Maybe I should phrase it – OLMC is in place, because of a poor understanding of risk management, a poor understanding of EMS, and a lot of other responsibilities. I have spent a lot of time trying to convince medical directors of the safety of standing orders and of the importance of aggressive oversight. They deny that there is a problem. They deny that there is a better solution. They see the problem as other medical directors approving dangerous medics and they have to protect patients from those medics. this only perpetuates the problem. As the state changes to more liberal standing orders – appropriately liberal – medical directors will need to adapt.

Yes, there is a problem of inappropriately liberal standing orders. The medical director, who says, Do whatever you want, yet does not provide aggressive oversight. This does nothing to manage the quality of care, either.

Two things more:
1) Each time I read one of your posts, my respect and appreciation for who you are and what you do increases. Thank you, sincerely, for your effort.
2) Is there anything a civilian, not in any way connected to the field of medicine, can do to help you other than shoot identified incompetents?

Thank you. EMS is a job that appeals to several different types of people. Many of us in EMS would not fit in in a M-F 9-5 world. I am glad there are people, other than me, to do those jobs. I could write a lot of posts on EMS personalities and finding the right niche to fit into.

Unfortunately, as a civilian, there is not much you can do. If there are hearings on any changes in EMS, where you live, go find out what you can. Ask questions. Get involved in the discussions. Unfortunately, even those in EMS have a poor understanding of how to best provide EMS. People in EMS do want to help patients, but we often disagree about what is best.

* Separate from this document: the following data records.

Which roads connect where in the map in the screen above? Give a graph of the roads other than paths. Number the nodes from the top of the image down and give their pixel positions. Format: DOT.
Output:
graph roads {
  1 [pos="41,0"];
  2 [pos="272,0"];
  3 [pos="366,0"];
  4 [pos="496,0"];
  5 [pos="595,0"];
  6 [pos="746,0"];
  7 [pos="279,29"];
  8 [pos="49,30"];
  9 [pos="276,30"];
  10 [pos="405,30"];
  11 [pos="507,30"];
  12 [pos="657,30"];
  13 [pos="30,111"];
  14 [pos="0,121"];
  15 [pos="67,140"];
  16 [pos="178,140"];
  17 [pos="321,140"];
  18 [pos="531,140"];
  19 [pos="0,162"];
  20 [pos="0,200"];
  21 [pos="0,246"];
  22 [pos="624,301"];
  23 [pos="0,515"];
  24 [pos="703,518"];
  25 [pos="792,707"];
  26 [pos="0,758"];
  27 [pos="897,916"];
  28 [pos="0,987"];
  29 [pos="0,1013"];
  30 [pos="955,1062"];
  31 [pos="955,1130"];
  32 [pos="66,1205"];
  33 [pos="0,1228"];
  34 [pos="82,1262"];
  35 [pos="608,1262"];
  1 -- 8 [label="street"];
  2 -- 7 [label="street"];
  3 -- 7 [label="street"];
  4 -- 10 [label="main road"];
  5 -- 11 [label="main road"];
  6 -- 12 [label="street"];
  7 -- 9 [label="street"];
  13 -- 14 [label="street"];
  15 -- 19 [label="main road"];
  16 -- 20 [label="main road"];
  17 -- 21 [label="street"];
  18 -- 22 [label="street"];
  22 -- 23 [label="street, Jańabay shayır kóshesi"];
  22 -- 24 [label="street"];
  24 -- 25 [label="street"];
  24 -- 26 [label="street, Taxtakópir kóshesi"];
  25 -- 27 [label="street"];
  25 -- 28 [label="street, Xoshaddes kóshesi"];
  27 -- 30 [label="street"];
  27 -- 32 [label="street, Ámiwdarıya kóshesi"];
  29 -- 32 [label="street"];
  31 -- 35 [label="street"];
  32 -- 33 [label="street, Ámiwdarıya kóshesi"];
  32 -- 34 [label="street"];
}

[1] Pennsylvania EMS Statewide ALS Protocols
Effective November 2008
Pages 100/121 to 102/121 in the pdf page counter
Page with link to the full text PDF of the protocols.

[2] “Poachers and Dabblers?”: ASA President’s Incautious Comment Riles Emergency Physicians
George Flynn
Special Contributor to Annals News & Perspective
Ann Emerg Med. 2007 Sep;50(3):264-7. No abstract available.
PMID: 17712877 [PubMed – indexed for MEDLINE]

[3] Safety and effectiveness of fentanyl administration for prehospital pain management.
Kanowitz A, Dunn TM, Kanowitz EM, Dunn WW, Vanbuskirk K.
Prehosp Emerg Care. 2006 Jan-Mar;10(1):1-7.
PMID: 16418084 [PubMed – indexed for MEDLINE]

This is just one example of the appropriately aggressive and safe use of fentanyl in EMS. This is much larger than the rest of the research on the topic combined. I wrote about the study, in more detail, in Public Perception of Pain Management.